A Denver Sewing Collective member, Sylvia, asked me weeks ago to digitize a rose design that was referenced in Threads Number 161 July 2012. The article is by Jennifer Stern-Hasemann. The project is to cover a bodice with a bouquet of sewn roses and it is quite lovely:
By the way, patternreview.com has a number of video classes by Jennifer Stern-Hasemann. I took a machine embroidery class of hers many years ago and found it quite useful. There’s nothing better to get you over that initial hump of machine embroidery than taking a class and being forced to use that embroidery attachment.
Anyway, the objective is to sew a whole bunch of roses and afix them to a bodice. The dress Jennifer chose to use is New Look 6670.
Each rose consists of an outer petal layer, inner petal layer, and center motif used to stitch the whole thing together onto the bodice. There is an additional leaf pattern that is used as filler.
I used Jennifer’s rose drawing as the basis for my digitizing. There are innumerable line drawings of roses on-line and these could be used as well or you could draw your own.
The technique is like applique. The design needs to be digitized such that the fabric is first stitched down to the stabilizer. You trim the fabric from the stabilizer. And then you finish the edge stitching and any interior decorative stitching.
Instructions for this project are in the magazine but I will repeat them here briefly. (1) Use water soluble mesh stabilizer. (2) For the flower, use a tightly woven, smooth fabric. (3) Either hoop the fabric with the stabilizer or use temporary spray adhesive to stick the fabric to the hooped stabilizer, leaving the fabric unhooped. (4) Stitch the outline. (5) Trim the fabric close to the outline. (6) Stitch the rest of the design. (7) Remove from hoop and trim the stabilizer. (8) Follow stabilizer directions to dissolve the mesh. (9) Repeat for inner petals and leaves.
For my test, I used unbleached muslin and a light weight mesh cut-away stabilizer.
Jennifer then suggests hooping more water soluble mesh stabilizer (or perhaps a tear away) and using temporary spray adhesive to hold the bodice to the stabilizer. Depending on your embroidery machine, it may be easier to reposition the bodice each time you stitch down a rose, centering the rose in the hoop. Or if you have one of those fancier machines with a video camera, you might be able to keep the bodice in place on the stabilizer and move the embroidery design around on the machine to match the position of each rose.

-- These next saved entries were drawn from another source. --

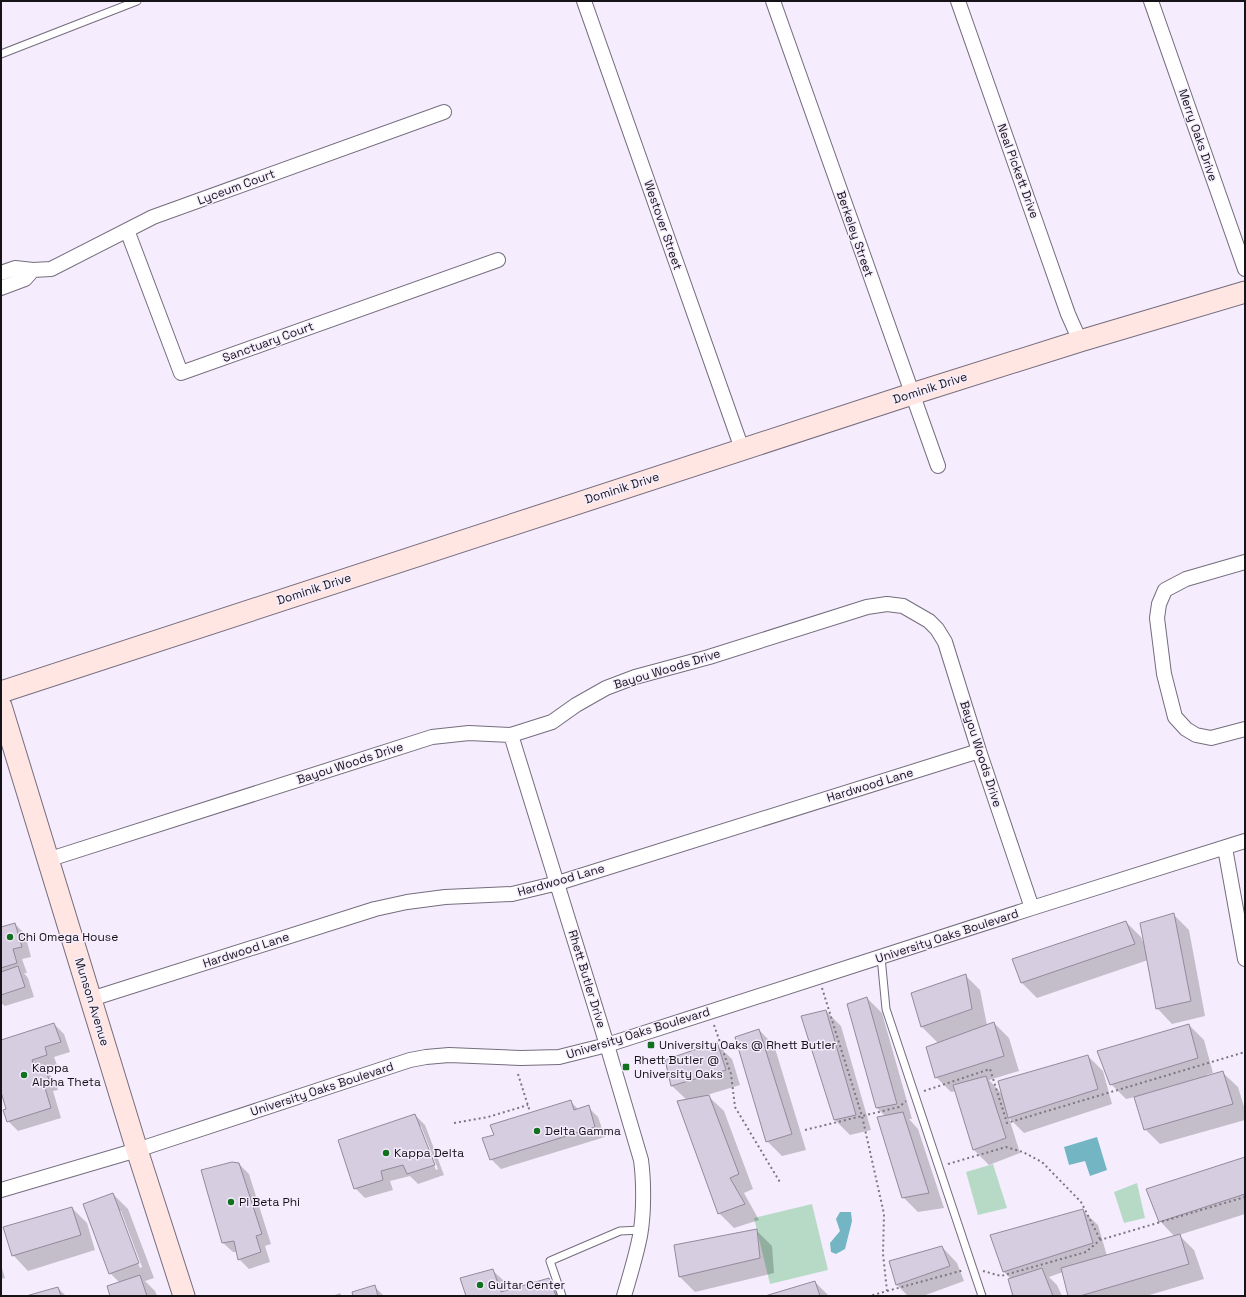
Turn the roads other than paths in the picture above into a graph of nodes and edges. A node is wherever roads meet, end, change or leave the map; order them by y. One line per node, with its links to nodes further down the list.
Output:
1 (137, 1): 6 (lane)
2 (584, 1): 17 (street, Westover Street)
3 (773, 1): 16 (street, Berkeley Street)
4 (958, 1): 15 (street, Neal Pickett Drive)
5 (1151, 1): 10 (street, Merry Oaks Drive)
6 (1, 54)
7 (444, 112): 8 (street, Lyceum Court)
8 (127, 230): 9 (street, Sanctuary Court); 11 (street, Lyceum Court)
9 (498, 260)
10 (1245, 269)
11 (33, 270): 12 (street, Lyceum Court); 13 (street)
12 (1, 273)
13 (1, 288)
14 (1245, 292): 15 (street, Dominik Drive)
15 (1080, 341): 16 (street, Dominik Drive)
16 (912, 394): 17 (street, Dominik Drive); 18 (street, Berkeley Street)
17 (742, 449): 20 (street, Dominik Drive)
18 (938, 466)
19 (1245, 562): 22 (street)
20 (1, 692)
21 (1, 706): 27 (street, Munson Avenue)
22 (1245, 729)
23 (511, 735): 24 (street, Bayou Woods Drive); 27 (street, Bayou Woods Drive); 28 (street, Rhett Butler Drive)
24 (980, 750): 28 (street, Hardwood Lane); 29 (street, Bayou Woods Drive)
25 (1245, 841): 26 (street, University Oaks Boulevard)
26 (1225, 848): 29 (street, University Oaks Boulevard); 31 (street)
27 (48, 860): 32 (street, Munson Avenue)
28 (558, 883): 32 (street, Hardwood Lane); 33 (street, Rhett Butler Drive)
29 (1032, 908): 30 (street, University Oaks Boulevard)
30 (881, 957): 33 (street, University Oaks Boulevard); 40 (lane)
31 (1245, 959)
32 (91, 999): 34 (street, Munson Avenue)
33 (607, 1045): 34 (street, University Oaks Boulevard); 36 (street, Rhett Butler Drive)
34 (137, 1150): 35 (street, University Oaks Boulevard); 37 (street, Munson Avenue)
35 (1, 1190)
36 (641, 1230): 38 (lane); 39 (street, Rhett Butler Drive)
37 (184, 1296)
38 (562, 1296)
39 (624, 1296)
40 (982, 1296)

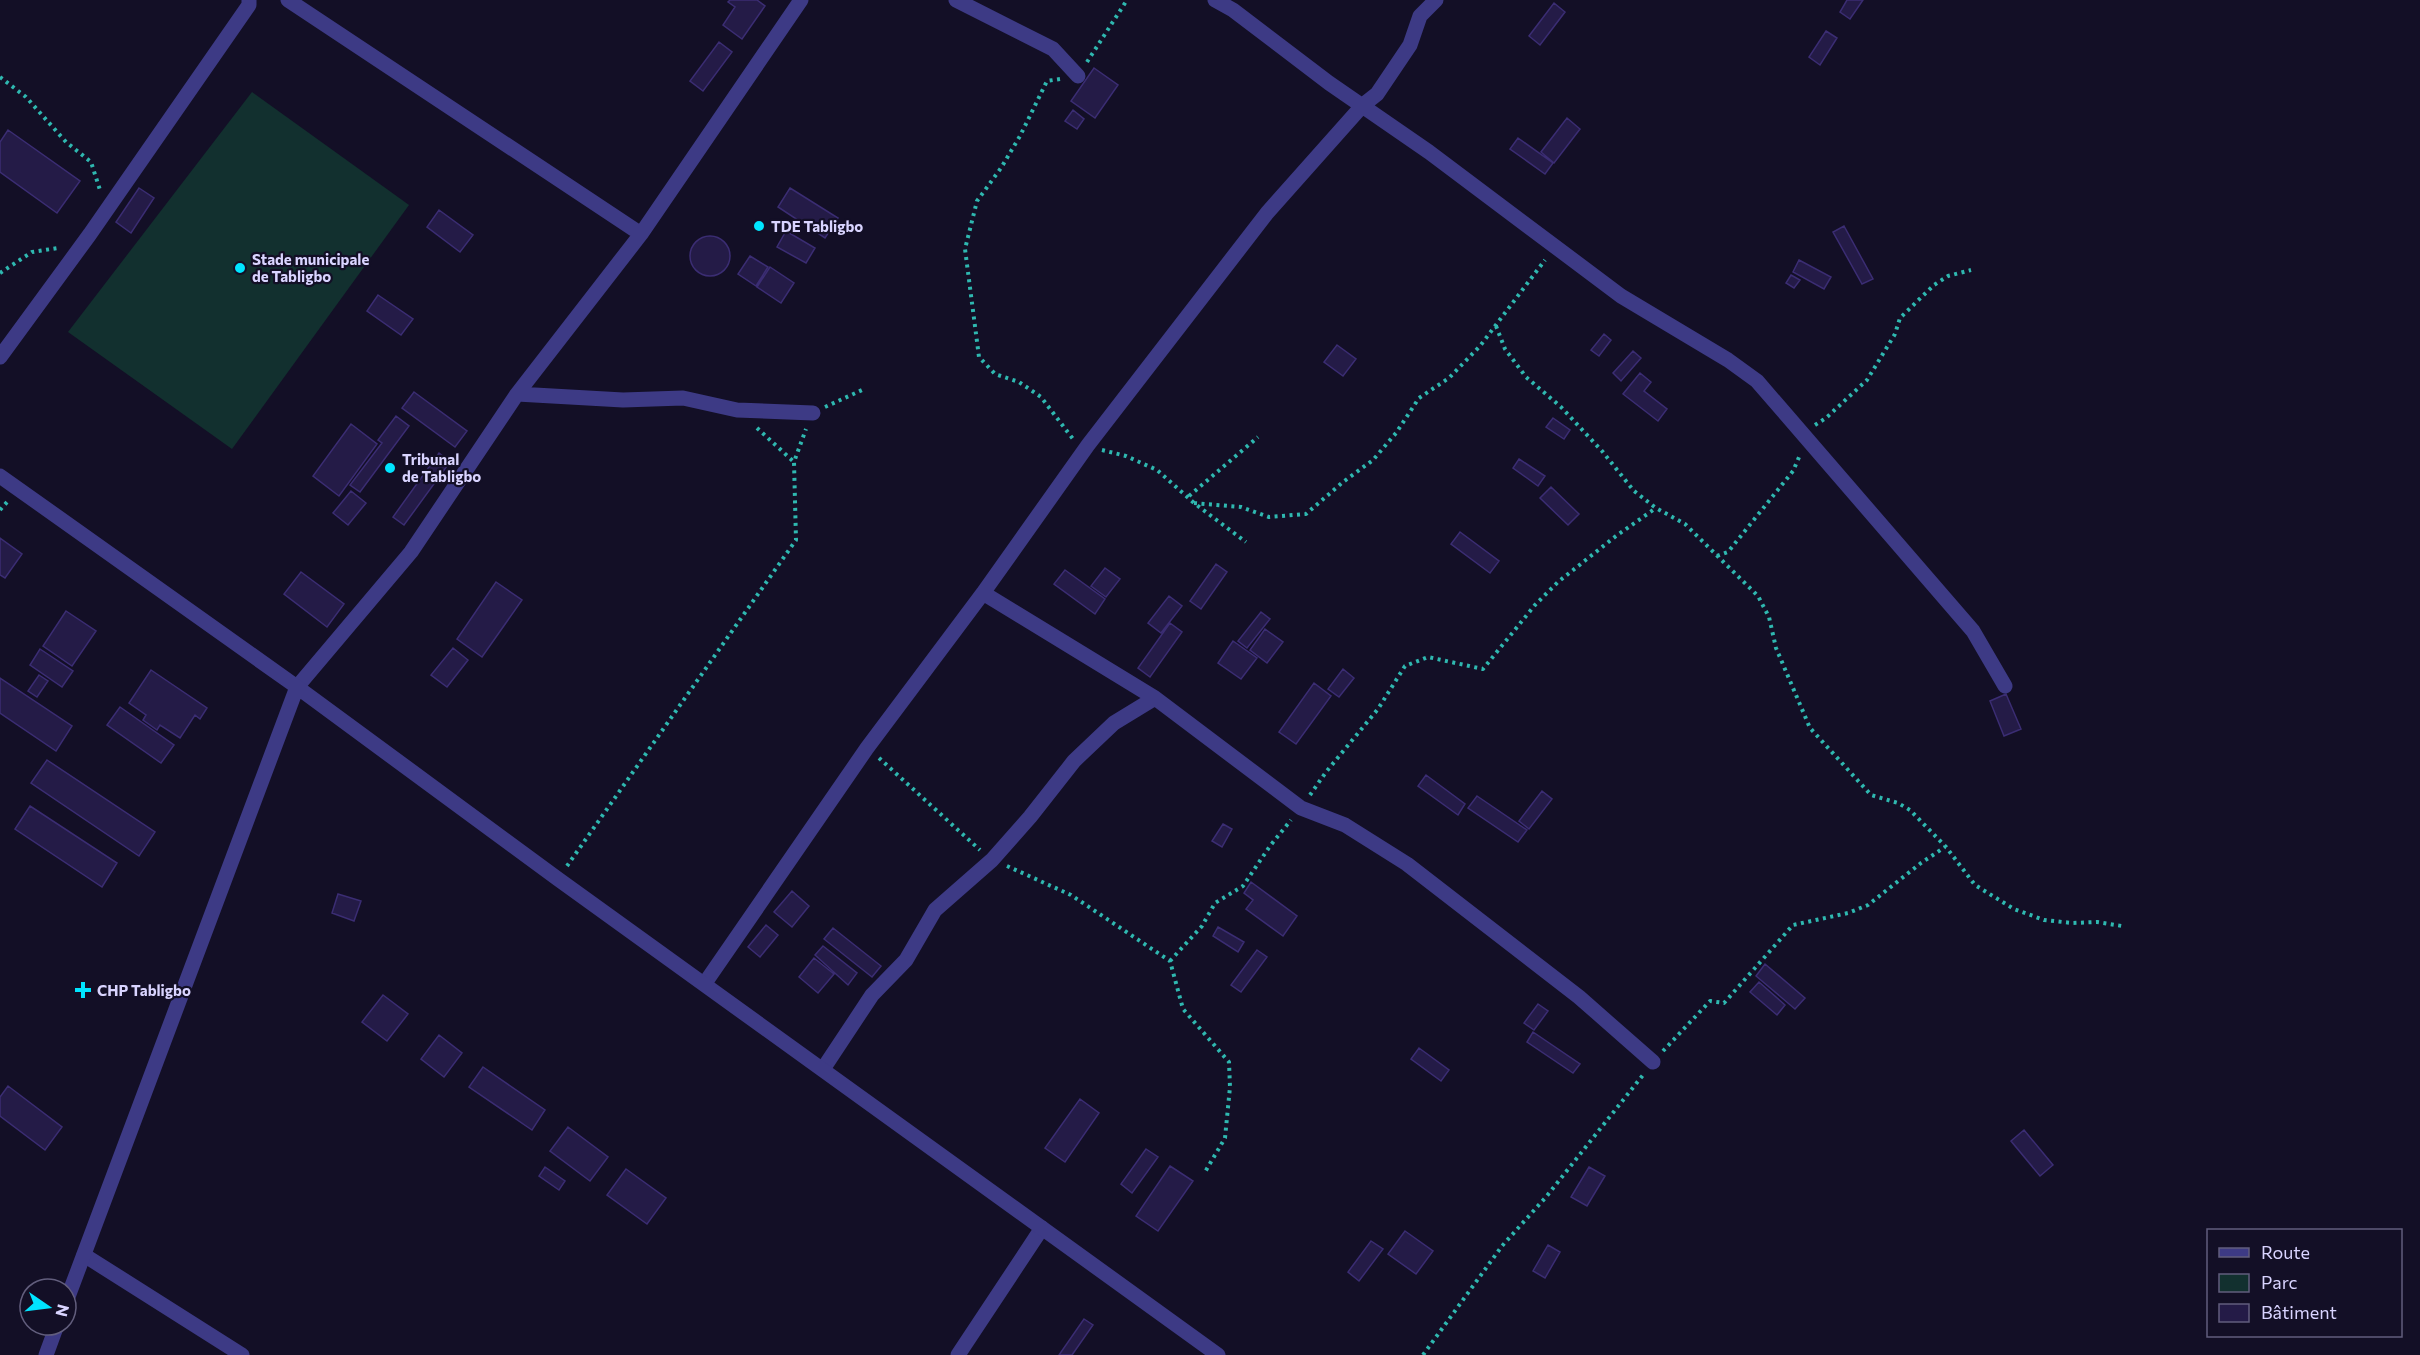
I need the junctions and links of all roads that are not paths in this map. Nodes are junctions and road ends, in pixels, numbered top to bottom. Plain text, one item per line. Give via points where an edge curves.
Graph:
1 (249, 0) edge
2 (288, 0) edge
3 (801, 0) edge
4 (956, 0) edge
5 (1215, 0) edge
6 (1436, 0) edge
7 (1077, 76) road end
8 (1363, 105) junction
9 (641, 234) junction
10 (0, 357) edge
11 (517, 394) junction
12 (813, 413) road end
13 (0, 476) edge
14 (983, 593) junction
15 (2005, 686) dead end
16 (297, 687) junction
17 (1155, 698) junction
18 (705, 983) junction
19 (1653, 1062) road end
20 (823, 1069) junction
21 (1042, 1228) junction
22 (84, 1255) junction
23 (76, 1277) edge
24 (53, 1337) edge
25 (46, 1355) edge
26 (242, 1355) edge
27 (958, 1355) edge
28 (1218, 1355) edge

1 - 10 street via 107,210
2 - 9 street
3 - 9 street
4 - 7 street via 1053,49
5 - 8 street
6 - 8 street via 1420,16 1410,45 1377,94
8 - 14 street via 1267,213 1088,445
8 - 15 street via 1622,296 1757,381 1973,631
9 - 11 street
11 - 12 street via 623,400 683,398 737,410
11 - 16 street via 411,552
13 - 16 street
14 - 17 street
14 - 18 street via 867,748
16 - 18 street
16 - 22 street
17 - 19 street via 1301,808 1345,825 1407,864 1579,997
17 - 20 street via 1114,723 1074,761 992,860 935,910 906,960 872,995
18 - 20 street
20 - 21 street
21 - 27 street
21 - 28 street
22 - 23 street
22 - 26 street
24 - 25 street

Here are the instructions from the magazine:
Digitizing the 4 parts of the rose is not particularly difficult. Only two separate sewing steps are required: (1) the tack down line (followed by a stop or a color change to force a stop) and (2) the edge satin stitch and any other interior decorative stitching.
Because the shape of the rose is not a simple one, you must manually digitize that tack down line. With most software, you can have a raster image in the background of your digitizing workspace. Using that as a guide, you can enter in a path that follows the outer edge of your image. The path can be converted to straight stitching and this will become your tack down step.
Because the second step contains more stitching than just the edge stitching, I manually entered the outside path again, including the inner stitching. The path was then converted to a satin stitch with a 40 mm stitch width along the outer edge.
There are many ways to accomplish the same thing. This is just one of the ways.
There are many different digitizing software packages, some of which are sold by machine dealers and some which are sold independently. Each has pros and cons. Most cost $1000+ but there is a cheaper option called Embird that many love. Personally, I use Stitch Era Liberty.
As a note, you are not required to use the Brother PE-Design digitizing software just because you purchased a Brother embroidery machine. Most, if not all, software packages will convert your design into a multitude of different formats for different machines. Download a trial version first or get a hands-on demo of the software you are considering buying. The most important thing is to find software that is easy to use for the things you are considering doing.
Learning to digitize can be rather fun. There is one book on the mainstream market called “Digitizing Made Easy” by John Deer. I read this book before I purchased software as it gave me some idea of how to digitize and what I needed to look for in my software. Subsequently I was very lucky to participate in hands-on classes from Daniel Fucci, the Stitch Era representative in the United States. He’s a very funny guy and a talented instructor. Between these two, I feel I can tackle most simple projects.
I delivered 4 PES files to Sylvia for her Brother machine, each designed to fit within a 4″ x 4″ hoop. Last I heard, she sounded ready to start mass producing roses! Hopefully when she finishes her dress, she’ll show the world her final product!